[Data entries]
----
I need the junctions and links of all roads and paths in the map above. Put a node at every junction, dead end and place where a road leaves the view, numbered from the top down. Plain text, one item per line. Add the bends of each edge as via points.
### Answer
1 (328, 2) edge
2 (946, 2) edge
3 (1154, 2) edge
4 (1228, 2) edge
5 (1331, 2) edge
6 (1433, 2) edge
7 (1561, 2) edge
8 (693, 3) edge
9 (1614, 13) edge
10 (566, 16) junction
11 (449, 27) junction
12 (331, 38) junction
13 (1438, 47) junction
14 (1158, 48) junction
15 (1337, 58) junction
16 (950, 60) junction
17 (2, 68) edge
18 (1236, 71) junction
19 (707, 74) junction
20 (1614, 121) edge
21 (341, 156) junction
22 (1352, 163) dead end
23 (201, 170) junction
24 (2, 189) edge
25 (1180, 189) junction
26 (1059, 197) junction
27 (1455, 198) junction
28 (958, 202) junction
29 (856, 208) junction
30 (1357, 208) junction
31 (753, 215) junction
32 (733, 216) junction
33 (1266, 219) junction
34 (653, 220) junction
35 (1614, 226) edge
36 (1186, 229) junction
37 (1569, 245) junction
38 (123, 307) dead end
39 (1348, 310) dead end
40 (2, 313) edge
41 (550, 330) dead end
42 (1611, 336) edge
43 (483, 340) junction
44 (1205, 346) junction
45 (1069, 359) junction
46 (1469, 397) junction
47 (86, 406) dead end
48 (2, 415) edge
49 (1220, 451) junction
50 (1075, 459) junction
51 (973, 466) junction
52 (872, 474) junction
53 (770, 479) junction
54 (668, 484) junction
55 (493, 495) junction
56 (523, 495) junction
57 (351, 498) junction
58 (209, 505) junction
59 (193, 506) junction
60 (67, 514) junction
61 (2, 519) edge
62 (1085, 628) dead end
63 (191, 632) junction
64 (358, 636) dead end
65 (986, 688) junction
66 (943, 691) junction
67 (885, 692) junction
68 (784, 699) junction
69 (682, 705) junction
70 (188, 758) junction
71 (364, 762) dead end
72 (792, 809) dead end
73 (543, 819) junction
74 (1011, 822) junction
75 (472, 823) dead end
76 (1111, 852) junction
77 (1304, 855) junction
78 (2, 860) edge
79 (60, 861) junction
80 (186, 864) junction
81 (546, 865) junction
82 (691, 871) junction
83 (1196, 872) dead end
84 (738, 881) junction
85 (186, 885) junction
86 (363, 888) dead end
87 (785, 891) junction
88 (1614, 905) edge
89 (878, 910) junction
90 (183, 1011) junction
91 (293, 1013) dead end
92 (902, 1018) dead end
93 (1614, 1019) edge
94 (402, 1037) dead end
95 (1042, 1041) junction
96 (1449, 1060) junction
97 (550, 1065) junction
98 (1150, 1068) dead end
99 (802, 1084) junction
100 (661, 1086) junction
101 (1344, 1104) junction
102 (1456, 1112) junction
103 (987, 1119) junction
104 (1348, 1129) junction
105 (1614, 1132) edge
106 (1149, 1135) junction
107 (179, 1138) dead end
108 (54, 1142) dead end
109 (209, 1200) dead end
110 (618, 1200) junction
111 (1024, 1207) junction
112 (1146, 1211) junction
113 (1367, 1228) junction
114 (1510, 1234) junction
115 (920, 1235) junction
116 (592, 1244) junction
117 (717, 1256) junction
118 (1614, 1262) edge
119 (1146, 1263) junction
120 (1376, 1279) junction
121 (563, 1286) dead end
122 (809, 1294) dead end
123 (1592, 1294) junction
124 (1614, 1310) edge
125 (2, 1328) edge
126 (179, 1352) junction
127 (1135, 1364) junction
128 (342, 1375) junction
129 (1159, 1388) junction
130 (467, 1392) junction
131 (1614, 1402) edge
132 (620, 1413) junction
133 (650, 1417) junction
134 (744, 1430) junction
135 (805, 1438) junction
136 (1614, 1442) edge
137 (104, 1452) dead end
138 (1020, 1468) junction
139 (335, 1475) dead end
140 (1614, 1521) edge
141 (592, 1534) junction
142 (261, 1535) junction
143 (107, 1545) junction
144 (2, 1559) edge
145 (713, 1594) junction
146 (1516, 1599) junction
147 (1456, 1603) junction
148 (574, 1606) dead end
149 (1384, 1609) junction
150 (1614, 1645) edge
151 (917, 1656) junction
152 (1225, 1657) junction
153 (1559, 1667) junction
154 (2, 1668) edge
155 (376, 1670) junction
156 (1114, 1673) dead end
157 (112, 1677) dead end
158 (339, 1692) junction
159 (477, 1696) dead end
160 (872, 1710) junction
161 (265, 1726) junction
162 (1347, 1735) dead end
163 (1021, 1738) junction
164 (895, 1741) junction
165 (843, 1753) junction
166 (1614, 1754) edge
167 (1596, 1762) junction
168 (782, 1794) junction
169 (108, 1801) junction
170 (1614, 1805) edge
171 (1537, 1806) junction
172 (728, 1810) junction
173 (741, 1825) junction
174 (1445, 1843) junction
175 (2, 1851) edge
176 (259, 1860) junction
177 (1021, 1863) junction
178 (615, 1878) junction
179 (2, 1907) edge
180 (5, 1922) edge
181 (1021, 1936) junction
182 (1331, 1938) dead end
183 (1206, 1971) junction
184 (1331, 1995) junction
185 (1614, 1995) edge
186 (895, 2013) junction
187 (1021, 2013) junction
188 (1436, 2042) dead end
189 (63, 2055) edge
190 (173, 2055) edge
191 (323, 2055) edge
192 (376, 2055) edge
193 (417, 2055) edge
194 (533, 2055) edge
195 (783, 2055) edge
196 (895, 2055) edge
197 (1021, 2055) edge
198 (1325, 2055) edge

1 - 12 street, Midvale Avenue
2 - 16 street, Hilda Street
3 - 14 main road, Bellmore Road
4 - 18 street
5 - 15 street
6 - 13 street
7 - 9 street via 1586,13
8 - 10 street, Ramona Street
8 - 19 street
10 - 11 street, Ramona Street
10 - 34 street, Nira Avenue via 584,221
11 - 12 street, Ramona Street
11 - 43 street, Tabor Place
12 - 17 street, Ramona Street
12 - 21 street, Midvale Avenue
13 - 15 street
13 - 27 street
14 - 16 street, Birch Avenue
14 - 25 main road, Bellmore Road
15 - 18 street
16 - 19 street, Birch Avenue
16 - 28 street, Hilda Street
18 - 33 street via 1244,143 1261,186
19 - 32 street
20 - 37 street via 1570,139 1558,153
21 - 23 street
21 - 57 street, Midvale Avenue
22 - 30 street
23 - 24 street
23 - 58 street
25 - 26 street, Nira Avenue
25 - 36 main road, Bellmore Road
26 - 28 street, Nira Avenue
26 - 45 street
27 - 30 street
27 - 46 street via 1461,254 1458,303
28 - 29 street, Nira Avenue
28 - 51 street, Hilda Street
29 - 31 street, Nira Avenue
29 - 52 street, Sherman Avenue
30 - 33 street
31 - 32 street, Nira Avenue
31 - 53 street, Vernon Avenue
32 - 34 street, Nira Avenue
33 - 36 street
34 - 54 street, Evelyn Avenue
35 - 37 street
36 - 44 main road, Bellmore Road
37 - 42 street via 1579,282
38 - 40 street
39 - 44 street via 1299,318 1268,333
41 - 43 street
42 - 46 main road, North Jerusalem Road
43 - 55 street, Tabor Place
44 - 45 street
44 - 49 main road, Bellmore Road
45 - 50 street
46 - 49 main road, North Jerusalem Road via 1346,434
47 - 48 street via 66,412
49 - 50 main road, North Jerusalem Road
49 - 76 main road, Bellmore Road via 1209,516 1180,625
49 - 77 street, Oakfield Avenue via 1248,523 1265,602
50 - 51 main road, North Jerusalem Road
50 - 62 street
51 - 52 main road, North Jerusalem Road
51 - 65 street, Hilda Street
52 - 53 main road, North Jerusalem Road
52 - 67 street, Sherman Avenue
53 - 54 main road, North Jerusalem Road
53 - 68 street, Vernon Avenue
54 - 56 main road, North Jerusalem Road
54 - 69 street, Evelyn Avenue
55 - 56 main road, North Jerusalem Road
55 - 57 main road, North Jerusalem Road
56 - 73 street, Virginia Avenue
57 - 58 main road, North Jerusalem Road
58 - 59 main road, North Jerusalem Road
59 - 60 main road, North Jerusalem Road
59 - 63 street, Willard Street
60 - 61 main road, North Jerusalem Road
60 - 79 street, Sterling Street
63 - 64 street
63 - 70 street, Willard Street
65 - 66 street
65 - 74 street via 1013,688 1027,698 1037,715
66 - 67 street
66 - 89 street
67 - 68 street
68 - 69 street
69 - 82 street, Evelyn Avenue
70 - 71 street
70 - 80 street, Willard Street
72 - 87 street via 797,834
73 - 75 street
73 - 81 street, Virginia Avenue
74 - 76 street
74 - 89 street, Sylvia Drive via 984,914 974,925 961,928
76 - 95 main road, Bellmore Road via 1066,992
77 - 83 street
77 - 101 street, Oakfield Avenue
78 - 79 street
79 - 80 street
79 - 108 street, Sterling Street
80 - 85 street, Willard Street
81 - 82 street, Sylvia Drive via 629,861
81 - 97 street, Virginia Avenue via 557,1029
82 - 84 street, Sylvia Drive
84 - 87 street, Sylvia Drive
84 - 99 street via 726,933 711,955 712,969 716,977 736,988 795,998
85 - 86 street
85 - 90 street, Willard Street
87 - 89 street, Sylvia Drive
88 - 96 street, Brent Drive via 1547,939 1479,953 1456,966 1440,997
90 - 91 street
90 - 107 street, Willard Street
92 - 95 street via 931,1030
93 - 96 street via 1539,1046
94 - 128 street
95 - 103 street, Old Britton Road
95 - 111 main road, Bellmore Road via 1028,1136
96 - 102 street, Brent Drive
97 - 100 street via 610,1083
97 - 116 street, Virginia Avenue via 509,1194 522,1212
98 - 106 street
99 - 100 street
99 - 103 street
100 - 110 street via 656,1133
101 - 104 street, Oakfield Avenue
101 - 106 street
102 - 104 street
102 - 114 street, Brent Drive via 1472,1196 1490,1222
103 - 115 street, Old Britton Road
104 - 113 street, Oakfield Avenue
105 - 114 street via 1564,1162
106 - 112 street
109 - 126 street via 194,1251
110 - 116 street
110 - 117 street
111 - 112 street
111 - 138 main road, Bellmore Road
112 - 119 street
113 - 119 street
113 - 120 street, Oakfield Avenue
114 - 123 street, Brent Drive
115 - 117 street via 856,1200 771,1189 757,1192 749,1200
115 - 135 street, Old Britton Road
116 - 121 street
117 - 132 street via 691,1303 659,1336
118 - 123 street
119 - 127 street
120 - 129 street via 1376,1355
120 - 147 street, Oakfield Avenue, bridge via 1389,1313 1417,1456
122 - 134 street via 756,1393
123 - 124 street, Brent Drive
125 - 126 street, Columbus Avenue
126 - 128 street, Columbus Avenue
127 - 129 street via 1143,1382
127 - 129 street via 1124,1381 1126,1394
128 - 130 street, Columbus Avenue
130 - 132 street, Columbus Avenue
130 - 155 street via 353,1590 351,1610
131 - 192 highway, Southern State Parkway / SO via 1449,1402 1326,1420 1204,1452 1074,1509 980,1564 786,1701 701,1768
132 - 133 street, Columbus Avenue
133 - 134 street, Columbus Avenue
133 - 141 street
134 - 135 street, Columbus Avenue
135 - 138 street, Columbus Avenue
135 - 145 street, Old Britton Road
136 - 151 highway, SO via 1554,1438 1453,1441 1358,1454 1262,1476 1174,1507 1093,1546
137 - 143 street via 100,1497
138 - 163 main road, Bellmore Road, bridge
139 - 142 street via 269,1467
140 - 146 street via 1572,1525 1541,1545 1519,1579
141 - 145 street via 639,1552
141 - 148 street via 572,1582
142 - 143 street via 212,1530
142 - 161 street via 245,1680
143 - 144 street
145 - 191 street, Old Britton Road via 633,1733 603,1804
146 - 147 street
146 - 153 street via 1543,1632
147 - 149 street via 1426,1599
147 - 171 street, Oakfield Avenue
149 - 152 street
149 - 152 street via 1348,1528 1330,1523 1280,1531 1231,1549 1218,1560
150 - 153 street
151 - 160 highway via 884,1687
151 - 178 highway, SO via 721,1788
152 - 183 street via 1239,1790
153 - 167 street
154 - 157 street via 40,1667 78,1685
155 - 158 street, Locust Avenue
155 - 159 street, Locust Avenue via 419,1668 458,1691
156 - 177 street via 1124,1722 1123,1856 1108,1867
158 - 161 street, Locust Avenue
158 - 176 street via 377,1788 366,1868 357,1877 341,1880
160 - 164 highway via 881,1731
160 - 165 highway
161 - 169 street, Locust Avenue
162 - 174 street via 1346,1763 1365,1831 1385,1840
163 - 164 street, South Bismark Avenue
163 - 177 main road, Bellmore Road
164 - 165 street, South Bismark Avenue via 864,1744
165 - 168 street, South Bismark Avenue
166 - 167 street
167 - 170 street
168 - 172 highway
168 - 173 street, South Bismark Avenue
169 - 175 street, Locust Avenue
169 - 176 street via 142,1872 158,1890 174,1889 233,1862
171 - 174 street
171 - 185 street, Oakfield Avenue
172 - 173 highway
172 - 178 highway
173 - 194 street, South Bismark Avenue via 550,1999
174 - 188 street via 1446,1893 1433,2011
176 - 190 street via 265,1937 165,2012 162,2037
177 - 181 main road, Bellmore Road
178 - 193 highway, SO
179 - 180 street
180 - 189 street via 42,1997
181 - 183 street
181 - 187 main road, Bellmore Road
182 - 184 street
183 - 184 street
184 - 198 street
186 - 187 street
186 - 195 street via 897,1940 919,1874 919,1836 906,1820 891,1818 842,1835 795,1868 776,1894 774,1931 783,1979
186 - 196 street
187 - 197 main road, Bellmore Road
----
__TASK OBJECTIVE__.
Search the records for lines holding the word "Sherman", then copy each line you find.

__ANSWER TO THIS TASK__.
29 - 52 street, Sherman Avenue
52 - 67 street, Sherman Avenue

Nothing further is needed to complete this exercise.